Fig. 5.

Rasagiline disrupts α-Syn/TrkB complex and rescues dopaminergic neurons from α-Syn–induced cell death. (A) Rasagiline reduces TH loss induced by α-Syn. C57BL/6 mice were injected with AAV-GFP or AAV–α-Syn into the left and right SN, respectively, followed by rasagiline (3 mg·kg·d) treatment for 10 d. TH expression in SN and striatum was analyzed by immunofluorescent staining. (Scale bar, 200 μm.) (B and C) Quantification of TH-positive fluorescent signaling in SN (B) and striatum (Str) (C).
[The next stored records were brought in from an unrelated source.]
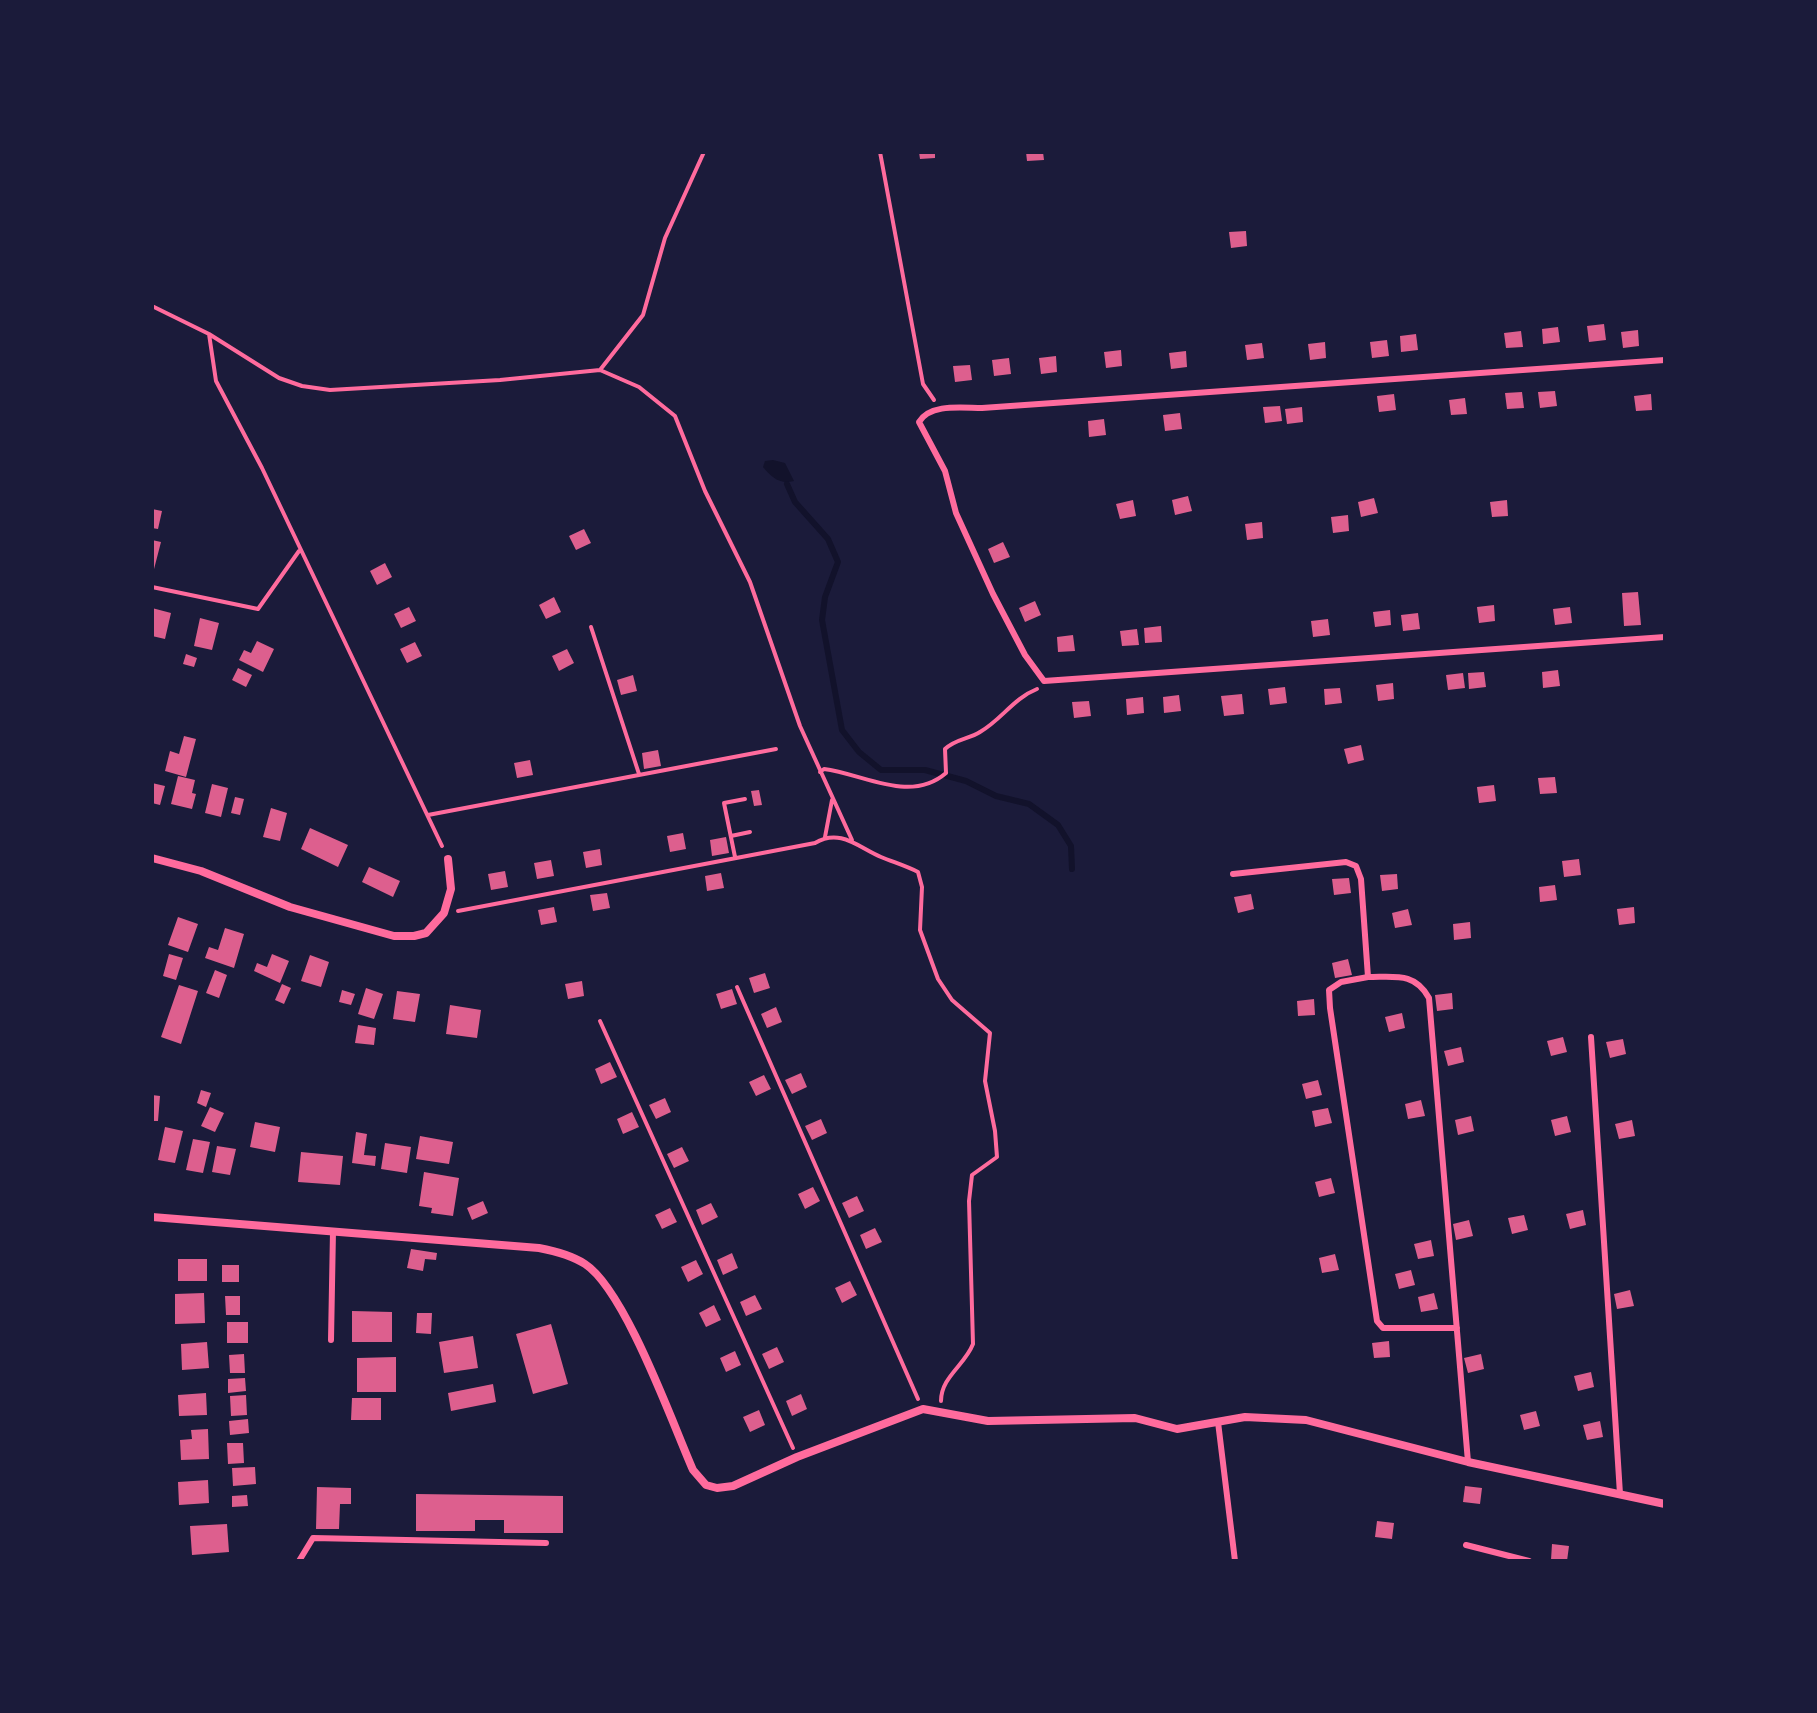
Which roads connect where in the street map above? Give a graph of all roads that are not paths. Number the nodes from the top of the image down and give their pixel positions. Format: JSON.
{"nodes":[{"id":1,"x":1665,"y":360,"type":"edge"},
{"id":2,"x":1665,"y":637,"type":"edge"},
{"id":3,"x":152,"y":858,"type":"edge"},
{"id":4,"x":448,"y":859,"type":"road end"},
{"id":5,"x":1233,"y":874,"type":"dead end"},
{"id":6,"x":1368,"y":977,"type":"junction"},
{"id":7,"x":1591,"y":1037,"type":"dead end"},
{"id":8,"x":152,"y":1217,"type":"edge"},
{"id":9,"x":333,"y":1231,"type":"junction"},
{"id":10,"x":1457,"y":1328,"type":"junction"},
{"id":11,"x":331,"y":1340,"type":"dead end"},
{"id":12,"x":1218,"y":1422,"type":"junction"},
{"id":13,"x":1468,"y":1462,"type":"junction"},
{"id":14,"x":1620,"y":1494,"type":"junction"},
{"id":15,"x":1665,"y":1504,"type":"edge"},
{"id":16,"x":546,"y":1543,"type":"dead end"},
{"id":17,"x":1466,"y":1545,"type":"dead end"},
{"id":18,"x":299,"y":1561,"type":"edge"},
{"id":19,"x":1235,"y":1561,"type":"edge"},
{"id":20,"x":1529,"y":1561,"type":"edge"}],
"edges":[{"from":1,"to":2,"type":"lane"},
{"from":3,"to":4,"type":"street"},
{"from":5,"to":6,"type":"lane"},
{"from":6,"to":10,"type":"lane"},
{"from":6,"to":10,"type":"lane"},
{"from":7,"to":14,"type":"lane"},
{"from":8,"to":9,"type":"street"},
{"from":9,"to":11,"type":"lane"},
{"from":9,"to":12,"type":"street"},
{"from":10,"to":13,"type":"lane"},
{"from":12,"to":13,"type":"street"},
{"from":12,"to":19,"type":"lane"},
{"from":13,"to":14,"type":"street"},
{"from":14,"to":15,"type":"street"},
{"from":16,"to":18,"type":"lane"},
{"from":17,"to":20,"type":"lane"}]}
Data are shown as mean + SEM. n = 6 sections each group. *P < 0.05. (D and E) DA concentrations in SN and striatum were increased by rasagiline in α-Syn–overexpressed mice. (F and G) DA metabolite DOPAC concentrations in SN and striatum were decreased by MAO-B inhibitor, rasagiline, in α-Syn–overexpressed mice. Data are shown as mean + SEM. n = 3 each group. *P < 0.05. (H–J) Motor behavioral assays. Overexpression of α-Syn induced motor impairment, and rasagiline significantly improved the motor functions. Data are shown as mean + SEM. n = 8 each group. *P < 0.05, **P < 0.01. (K) Rasagiline disrupts α-Syn/TrkB complex and restores p-TrkB signaling. Coimmunoprecipitation assay with anti–α-Syn from SN tissues treated with or without rasagiline and coprecipitated proteins were analyzed by immunoblotting. SN lysates were probed by various indicated antibodies.